WHAT IS NEEDED: In the material below, find each line holding the string "junctions" and copy it.
--- MATERIAL PROVIDED Enclosed Below ---
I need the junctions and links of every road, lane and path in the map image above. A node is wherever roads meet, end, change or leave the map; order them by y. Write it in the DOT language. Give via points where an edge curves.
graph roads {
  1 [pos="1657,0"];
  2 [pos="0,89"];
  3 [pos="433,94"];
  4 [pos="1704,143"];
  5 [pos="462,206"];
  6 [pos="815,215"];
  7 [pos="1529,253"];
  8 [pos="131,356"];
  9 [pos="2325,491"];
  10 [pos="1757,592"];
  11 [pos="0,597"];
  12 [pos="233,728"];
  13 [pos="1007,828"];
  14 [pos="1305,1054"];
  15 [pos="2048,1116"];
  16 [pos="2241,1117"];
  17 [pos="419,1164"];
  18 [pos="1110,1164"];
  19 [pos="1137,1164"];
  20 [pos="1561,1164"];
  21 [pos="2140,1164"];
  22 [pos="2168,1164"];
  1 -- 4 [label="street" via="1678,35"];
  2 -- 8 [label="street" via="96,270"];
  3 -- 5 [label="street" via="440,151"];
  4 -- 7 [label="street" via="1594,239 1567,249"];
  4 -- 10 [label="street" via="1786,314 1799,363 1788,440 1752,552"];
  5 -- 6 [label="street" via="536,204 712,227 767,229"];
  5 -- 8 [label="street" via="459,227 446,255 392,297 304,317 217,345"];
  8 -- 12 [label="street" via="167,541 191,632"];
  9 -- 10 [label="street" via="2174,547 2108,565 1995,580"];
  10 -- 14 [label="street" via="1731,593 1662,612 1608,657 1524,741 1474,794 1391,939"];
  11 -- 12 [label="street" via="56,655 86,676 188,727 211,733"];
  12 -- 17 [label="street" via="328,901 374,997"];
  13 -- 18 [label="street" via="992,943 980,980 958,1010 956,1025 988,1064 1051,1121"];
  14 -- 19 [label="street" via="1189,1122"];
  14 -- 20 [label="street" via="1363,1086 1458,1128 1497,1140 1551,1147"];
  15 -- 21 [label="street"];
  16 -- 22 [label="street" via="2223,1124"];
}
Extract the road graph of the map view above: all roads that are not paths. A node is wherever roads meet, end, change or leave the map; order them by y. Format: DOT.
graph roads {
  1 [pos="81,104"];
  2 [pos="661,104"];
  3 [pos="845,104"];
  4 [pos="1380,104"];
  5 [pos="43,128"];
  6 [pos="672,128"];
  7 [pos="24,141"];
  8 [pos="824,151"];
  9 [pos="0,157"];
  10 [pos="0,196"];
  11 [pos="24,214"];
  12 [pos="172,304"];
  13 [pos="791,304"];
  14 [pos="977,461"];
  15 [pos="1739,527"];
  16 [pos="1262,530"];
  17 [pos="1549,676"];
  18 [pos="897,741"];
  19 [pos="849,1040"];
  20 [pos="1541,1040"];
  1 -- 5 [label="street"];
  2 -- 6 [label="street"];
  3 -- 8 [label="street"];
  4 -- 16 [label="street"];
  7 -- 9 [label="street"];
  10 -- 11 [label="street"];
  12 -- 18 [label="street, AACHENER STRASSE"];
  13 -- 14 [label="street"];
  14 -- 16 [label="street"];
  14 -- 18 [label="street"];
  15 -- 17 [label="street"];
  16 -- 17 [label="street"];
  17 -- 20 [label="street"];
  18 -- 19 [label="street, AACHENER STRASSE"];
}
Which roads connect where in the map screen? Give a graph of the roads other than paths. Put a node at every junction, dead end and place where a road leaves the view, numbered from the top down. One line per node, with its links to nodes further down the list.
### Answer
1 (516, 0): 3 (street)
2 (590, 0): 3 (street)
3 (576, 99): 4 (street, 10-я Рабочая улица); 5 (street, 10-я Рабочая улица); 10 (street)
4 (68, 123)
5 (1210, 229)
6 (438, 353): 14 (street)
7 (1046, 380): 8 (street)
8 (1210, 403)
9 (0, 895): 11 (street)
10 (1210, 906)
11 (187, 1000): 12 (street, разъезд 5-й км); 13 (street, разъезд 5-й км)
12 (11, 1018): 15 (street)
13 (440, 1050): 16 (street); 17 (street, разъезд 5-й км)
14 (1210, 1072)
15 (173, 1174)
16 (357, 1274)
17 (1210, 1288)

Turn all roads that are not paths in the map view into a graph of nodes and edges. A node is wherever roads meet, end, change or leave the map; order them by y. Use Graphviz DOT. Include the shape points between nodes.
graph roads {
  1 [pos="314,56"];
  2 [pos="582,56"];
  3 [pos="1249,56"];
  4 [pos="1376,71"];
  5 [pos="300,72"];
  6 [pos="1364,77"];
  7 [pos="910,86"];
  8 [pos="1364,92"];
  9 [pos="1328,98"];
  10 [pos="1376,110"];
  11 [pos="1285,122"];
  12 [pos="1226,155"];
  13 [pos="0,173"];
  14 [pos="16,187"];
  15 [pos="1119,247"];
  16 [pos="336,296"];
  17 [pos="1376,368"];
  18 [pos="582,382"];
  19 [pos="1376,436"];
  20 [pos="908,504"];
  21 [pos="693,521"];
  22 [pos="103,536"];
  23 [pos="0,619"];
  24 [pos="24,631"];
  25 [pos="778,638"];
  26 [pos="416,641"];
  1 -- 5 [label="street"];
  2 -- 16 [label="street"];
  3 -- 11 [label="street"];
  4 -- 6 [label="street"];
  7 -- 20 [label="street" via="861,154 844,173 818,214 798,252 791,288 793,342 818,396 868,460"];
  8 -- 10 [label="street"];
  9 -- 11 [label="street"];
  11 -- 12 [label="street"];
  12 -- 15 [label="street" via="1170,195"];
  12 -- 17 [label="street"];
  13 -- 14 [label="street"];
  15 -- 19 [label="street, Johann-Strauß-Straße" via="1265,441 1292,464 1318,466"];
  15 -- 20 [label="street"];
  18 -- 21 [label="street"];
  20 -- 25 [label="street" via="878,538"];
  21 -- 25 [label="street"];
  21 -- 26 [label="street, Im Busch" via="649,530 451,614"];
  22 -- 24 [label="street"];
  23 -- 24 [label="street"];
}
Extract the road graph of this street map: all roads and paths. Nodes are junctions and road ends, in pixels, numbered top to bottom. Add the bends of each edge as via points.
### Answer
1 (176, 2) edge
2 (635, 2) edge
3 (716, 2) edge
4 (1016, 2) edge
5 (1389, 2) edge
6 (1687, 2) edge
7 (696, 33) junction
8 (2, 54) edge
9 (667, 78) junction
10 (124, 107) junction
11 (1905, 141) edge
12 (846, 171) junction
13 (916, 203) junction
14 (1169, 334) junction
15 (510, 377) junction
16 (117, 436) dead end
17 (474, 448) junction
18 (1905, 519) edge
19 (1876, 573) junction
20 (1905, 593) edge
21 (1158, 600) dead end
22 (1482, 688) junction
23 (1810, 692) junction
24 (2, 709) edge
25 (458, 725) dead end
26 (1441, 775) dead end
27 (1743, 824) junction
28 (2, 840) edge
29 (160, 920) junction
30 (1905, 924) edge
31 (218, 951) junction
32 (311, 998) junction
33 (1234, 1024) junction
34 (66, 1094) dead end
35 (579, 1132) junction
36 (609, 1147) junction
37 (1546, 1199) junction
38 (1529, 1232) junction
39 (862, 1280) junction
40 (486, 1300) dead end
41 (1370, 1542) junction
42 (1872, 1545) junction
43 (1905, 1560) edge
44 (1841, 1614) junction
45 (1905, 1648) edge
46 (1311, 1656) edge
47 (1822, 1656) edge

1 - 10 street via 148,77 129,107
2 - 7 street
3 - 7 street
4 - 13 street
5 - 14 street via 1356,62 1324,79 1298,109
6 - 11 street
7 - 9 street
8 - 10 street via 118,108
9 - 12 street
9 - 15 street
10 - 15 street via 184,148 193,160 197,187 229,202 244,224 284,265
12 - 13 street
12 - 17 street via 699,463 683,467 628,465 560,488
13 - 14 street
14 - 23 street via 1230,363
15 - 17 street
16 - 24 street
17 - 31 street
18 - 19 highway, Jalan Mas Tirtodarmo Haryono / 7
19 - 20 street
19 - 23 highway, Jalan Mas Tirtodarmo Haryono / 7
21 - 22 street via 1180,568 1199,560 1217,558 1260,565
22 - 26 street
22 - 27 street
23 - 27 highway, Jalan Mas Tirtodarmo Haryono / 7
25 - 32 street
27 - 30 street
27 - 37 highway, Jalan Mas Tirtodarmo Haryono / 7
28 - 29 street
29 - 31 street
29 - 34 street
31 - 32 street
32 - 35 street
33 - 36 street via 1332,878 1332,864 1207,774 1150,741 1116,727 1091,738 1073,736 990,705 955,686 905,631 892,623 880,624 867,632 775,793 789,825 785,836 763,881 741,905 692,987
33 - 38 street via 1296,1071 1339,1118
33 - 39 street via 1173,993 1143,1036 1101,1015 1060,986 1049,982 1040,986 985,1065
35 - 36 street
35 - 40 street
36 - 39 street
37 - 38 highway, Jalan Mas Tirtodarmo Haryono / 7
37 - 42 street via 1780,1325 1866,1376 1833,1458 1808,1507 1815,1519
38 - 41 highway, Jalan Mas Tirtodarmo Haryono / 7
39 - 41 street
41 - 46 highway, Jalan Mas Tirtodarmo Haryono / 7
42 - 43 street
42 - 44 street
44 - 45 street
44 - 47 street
--- End of Enclosed MATERIAL PROVIDED ---
EXERCISE RESULT:
I need the junctions and links of every road, lane and path in the map image above. A node is wherever roads meet, end, change or leave the map; order them by y. Write it in the DOT language. Give via points where an edge curves.
Extract the road graph of this street map: all roads and paths. Nodes are junctions and road ends, in pixels, numbered top to bottom. Add the bends of each edge as via points.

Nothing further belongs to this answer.